*EXERCISE DESCRIPTION:*
Word for word, restate the entries that follow.

[Stored data]
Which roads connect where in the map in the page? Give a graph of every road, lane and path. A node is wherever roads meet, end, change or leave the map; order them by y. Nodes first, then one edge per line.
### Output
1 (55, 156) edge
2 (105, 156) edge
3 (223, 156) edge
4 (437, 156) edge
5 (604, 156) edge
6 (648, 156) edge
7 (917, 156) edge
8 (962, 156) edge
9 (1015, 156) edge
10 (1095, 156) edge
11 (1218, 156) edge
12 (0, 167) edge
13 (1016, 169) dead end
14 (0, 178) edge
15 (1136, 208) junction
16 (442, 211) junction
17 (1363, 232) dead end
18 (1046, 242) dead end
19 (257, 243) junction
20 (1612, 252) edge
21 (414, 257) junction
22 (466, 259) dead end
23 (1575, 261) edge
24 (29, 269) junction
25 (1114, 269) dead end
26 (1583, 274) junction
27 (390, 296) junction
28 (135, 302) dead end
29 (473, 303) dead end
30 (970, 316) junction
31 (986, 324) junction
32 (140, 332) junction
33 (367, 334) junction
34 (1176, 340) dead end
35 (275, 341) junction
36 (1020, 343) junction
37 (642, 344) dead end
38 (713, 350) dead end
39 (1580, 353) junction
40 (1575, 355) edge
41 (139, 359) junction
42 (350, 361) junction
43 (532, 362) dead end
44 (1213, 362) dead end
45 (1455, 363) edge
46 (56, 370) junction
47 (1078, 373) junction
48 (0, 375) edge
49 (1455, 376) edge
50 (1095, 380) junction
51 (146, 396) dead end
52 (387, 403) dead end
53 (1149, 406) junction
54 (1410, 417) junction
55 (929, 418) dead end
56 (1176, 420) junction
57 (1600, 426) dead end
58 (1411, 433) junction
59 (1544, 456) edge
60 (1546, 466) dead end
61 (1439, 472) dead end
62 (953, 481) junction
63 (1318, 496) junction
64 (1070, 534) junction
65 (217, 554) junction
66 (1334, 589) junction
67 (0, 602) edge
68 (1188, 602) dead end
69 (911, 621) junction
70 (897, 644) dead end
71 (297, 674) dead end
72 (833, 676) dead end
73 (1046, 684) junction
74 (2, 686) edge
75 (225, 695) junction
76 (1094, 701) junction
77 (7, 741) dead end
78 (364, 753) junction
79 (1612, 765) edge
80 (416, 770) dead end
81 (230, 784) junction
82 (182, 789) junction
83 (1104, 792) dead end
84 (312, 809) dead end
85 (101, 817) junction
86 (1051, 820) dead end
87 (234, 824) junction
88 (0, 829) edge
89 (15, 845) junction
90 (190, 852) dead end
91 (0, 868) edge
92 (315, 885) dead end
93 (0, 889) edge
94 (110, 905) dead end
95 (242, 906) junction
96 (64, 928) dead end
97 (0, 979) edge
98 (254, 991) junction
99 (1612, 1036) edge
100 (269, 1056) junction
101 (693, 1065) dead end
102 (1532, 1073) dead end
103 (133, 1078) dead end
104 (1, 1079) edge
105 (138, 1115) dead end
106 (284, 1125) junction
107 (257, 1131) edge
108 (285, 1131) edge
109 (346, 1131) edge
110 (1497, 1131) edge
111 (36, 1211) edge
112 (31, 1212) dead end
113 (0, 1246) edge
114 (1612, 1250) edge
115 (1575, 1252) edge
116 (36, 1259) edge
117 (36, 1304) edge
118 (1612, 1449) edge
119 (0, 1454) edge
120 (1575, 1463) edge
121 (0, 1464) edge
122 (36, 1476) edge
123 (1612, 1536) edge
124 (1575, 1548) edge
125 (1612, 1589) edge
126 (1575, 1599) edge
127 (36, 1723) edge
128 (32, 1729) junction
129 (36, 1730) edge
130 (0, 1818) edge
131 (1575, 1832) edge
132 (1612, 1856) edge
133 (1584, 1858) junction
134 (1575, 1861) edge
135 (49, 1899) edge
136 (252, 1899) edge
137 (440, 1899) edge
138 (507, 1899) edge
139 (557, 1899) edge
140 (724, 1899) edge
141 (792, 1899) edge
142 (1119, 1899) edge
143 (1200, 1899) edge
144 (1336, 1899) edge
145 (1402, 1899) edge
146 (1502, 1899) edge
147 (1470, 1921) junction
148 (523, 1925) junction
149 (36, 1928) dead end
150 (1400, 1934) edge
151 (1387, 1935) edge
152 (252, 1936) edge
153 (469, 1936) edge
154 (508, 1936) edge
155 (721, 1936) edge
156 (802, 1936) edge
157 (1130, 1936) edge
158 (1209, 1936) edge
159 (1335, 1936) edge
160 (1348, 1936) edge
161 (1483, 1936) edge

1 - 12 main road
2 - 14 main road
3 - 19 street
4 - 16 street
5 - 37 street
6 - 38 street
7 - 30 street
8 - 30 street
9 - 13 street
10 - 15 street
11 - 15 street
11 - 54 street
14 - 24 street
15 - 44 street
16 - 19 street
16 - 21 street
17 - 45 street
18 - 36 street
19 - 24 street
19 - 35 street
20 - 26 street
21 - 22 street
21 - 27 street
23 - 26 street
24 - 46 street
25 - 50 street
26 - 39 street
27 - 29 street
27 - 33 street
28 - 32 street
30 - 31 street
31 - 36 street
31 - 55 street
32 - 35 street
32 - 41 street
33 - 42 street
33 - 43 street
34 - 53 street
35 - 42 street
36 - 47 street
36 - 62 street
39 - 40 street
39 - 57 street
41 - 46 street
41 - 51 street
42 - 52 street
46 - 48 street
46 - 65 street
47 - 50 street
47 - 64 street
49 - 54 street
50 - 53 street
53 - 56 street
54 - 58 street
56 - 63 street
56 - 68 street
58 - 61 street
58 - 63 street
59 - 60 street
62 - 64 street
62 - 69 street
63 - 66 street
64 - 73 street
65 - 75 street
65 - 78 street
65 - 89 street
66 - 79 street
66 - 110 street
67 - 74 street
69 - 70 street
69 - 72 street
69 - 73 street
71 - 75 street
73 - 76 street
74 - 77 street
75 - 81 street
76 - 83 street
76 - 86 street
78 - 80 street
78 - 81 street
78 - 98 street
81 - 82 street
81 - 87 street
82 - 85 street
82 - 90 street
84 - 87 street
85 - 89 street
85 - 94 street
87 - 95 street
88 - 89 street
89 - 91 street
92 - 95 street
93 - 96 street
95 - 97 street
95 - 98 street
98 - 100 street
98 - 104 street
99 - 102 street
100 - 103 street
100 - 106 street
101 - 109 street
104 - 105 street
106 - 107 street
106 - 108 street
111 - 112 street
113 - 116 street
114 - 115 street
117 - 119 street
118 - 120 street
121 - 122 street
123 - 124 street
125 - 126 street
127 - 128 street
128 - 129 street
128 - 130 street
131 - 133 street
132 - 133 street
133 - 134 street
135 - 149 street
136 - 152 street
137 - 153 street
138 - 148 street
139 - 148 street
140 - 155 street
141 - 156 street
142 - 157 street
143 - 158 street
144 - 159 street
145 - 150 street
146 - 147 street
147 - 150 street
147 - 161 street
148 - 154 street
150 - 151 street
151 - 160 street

*YOUR RESPONSE:*
Which roads connect where in the map in the page? Give a graph of every road, lane and path. A node is wherever roads meet, end, change or leave the map; order them by y. Nodes first, then one edge per line.
### Output
1 (55, 156) edge
2 (105, 156) edge
3 (223, 156) edge
4 (437, 156) edge
5 (604, 156) edge
6 (648, 156) edge
7 (917, 156) edge
8 (962, 156) edge
9 (1015, 156) edge
10 (1095, 156) edge
11 (1218, 156) edge
12 (0, 167) edge
13 (1016, 169) dead end
14 (0, 178) edge
15 (1136, 208) junction
16 (442, 211) junction
17 (1363, 232) dead end
18 (1046, 242) dead end
19 (257, 243) junction
20 (1612, 252) edge
21 (414, 257) junction
22 (466, 259) dead end
23 (1575, 261) edge
24 (29, 269) junction
25 (1114, 269) dead end
26 (1583, 274) junction
27 (390, 296) junction
28 (135, 302) dead end
29 (473, 303) dead end
30 (970, 316) junction
31 (986, 324) junction
32 (140, 332) junction
33 (367, 334) junction
34 (1176, 340) dead end
35 (275, 341) junction
36 (1020, 343) junction
37 (642, 344) dead end
38 (713, 350) dead end
39 (1580, 353) junction
40 (1575, 355) edge
41 (139, 359) junction
42 (350, 361) junction
43 (532, 362) dead end
44 (1213, 362) dead end
45 (1455, 363) edge
46 (56, 370) junction
47 (1078, 373) junction
48 (0, 375) edge
49 (1455, 376) edge
50 (1095, 380) junction
51 (146, 396) dead end
52 (387, 403) dead end
53 (1149, 406) junction
54 (1410, 417) junction
55 (929, 418) dead end
56 (1176, 420) junction
57 (1600, 426) dead end
58 (1411, 433) junction
59 (1544, 456) edge
60 (1546, 466) dead end
61 (1439, 472) dead end
62 (953, 481) junction
63 (1318, 496) junction
64 (1070, 534) junction
65 (217, 554) junction
66 (1334, 589) junction
67 (0, 602) edge
68 (1188, 602) dead end
69 (911, 621) junction
70 (897, 644) dead end
71 (297, 674) dead end
72 (833, 676) dead end
73 (1046, 684) junction
74 (2, 686) edge
75 (225, 695) junction
76 (1094, 701) junction
77 (7, 741) dead end
78 (364, 753) junction
79 (1612, 765) edge
80 (416, 770) dead end
81 (230, 784) junction
82 (182, 789) junction
83 (1104, 792) dead end
84 (312, 809) dead end
85 (101, 817) junction
86 (1051, 820) dead end
87 (234, 824) junction
88 (0, 829) edge
89 (15, 845) junction
90 (190, 852) dead end
91 (0, 868) edge
92 (315, 885) dead end
93 (0, 889) edge
94 (110, 905) dead end
95 (242, 906) junction
96 (64, 928) dead end
97 (0, 979) edge
98 (254, 991) junction
99 (1612, 1036) edge
100 (269, 1056) junction
101 (693, 1065) dead end
102 (1532, 1073) dead end
103 (133, 1078) dead end
104 (1, 1079) edge
105 (138, 1115) dead end
106 (284, 1125) junction
107 (257, 1131) edge
108 (285, 1131) edge
109 (346, 1131) edge
110 (1497, 1131) edge
111 (36, 1211) edge
112 (31, 1212) dead end
113 (0, 1246) edge
114 (1612, 1250) edge
115 (1575, 1252) edge
116 (36, 1259) edge
117 (36, 1304) edge
118 (1612, 1449) edge
119 (0, 1454) edge
120 (1575, 1463) edge
121 (0, 1464) edge
122 (36, 1476) edge
123 (1612, 1536) edge
124 (1575, 1548) edge
125 (1612, 1589) edge
126 (1575, 1599) edge
127 (36, 1723) edge
128 (32, 1729) junction
129 (36, 1730) edge
130 (0, 1818) edge
131 (1575, 1832) edge
132 (1612, 1856) edge
133 (1584, 1858) junction
134 (1575, 1861) edge
135 (49, 1899) edge
136 (252, 1899) edge
137 (440, 1899) edge
138 (507, 1899) edge
139 (557, 1899) edge
140 (724, 1899) edge
141 (792, 1899) edge
142 (1119, 1899) edge
143 (1200, 1899) edge
144 (1336, 1899) edge
145 (1402, 1899) edge
146 (1502, 1899) edge
147 (1470, 1921) junction
148 (523, 1925) junction
149 (36, 1928) dead end
150 (1400, 1934) edge
151 (1387, 1935) edge
152 (252, 1936) edge
153 (469, 1936) edge
154 (508, 1936) edge
155 (721, 1936) edge
156 (802, 1936) edge
157 (1130, 1936) edge
158 (1209, 1936) edge
159 (1335, 1936) edge
160 (1348, 1936) edge
161 (1483, 1936) edge

1 - 12 main road
2 - 14 main road
3 - 19 street
4 - 16 street
5 - 37 street
6 - 38 street
7 - 30 street
8 - 30 street
9 - 13 street
10 - 15 street
11 - 15 street
11 - 54 street
14 - 24 street
15 - 44 street
16 - 19 street
16 - 21 street
17 - 45 street
18 - 36 street
19 - 24 street
19 - 35 street
20 - 26 street
21 - 22 street
21 - 27 street
23 - 26 street
24 - 46 street
25 - 50 street
26 - 39 street
27 - 29 street
27 - 33 street
28 - 32 street
30 - 31 street
31 - 36 street
31 - 55 street
32 - 35 street
32 - 41 street
33 - 42 street
33 - 43 street
34 - 53 street
35 - 42 street
36 - 47 street
36 - 62 street
39 - 40 street
39 - 57 street
41 - 46 street
41 - 51 street
42 - 52 street
46 - 48 street
46 - 65 street
47 - 50 street
47 - 64 street
49 - 54 street
50 - 53 street
53 - 56 street
54 - 58 street
56 - 63 street
56 - 68 street
58 - 61 street
58 - 63 street
59 - 60 street
62 - 64 street
62 - 69 street
63 - 66 street
64 - 73 street
65 - 75 street
65 - 78 street
65 - 89 street
66 - 79 street
66 - 110 street
67 - 74 street
69 - 70 street
69 - 72 street
69 - 73 street
71 - 75 street
73 - 76 street
74 - 77 street
75 - 81 street
76 - 83 street
76 - 86 street
78 - 80 street
78 - 81 street
78 - 98 street
81 - 82 street
81 - 87 street
82 - 85 street
82 - 90 street
84 - 87 street
85 - 89 street
85 - 94 street
87 - 95 street
88 - 89 street
89 - 91 street
92 - 95 street
93 - 96 street
95 - 97 street
95 - 98 street
98 - 100 street
98 - 104 street
99 - 102 street
100 - 103 street
100 - 106 street
101 - 109 street
104 - 105 street
106 - 107 street
106 - 108 street
111 - 112 street
113 - 116 street
114 - 115 street
117 - 119 street
118 - 120 street
121 - 122 street
123 - 124 street
125 - 126 street
127 - 128 street
128 - 129 street
128 - 130 street
131 - 133 street
132 - 133 street
133 - 134 street
135 - 149 street
136 - 152 street
137 - 153 street
138 - 148 street
139 - 148 street
140 - 155 street
141 - 156 street
142 - 157 street
143 - 158 street
144 - 159 street
145 - 150 street
146 - 147 street
147 - 150 street
147 - 161 street
148 - 154 street
150 - 151 street
151 - 160 street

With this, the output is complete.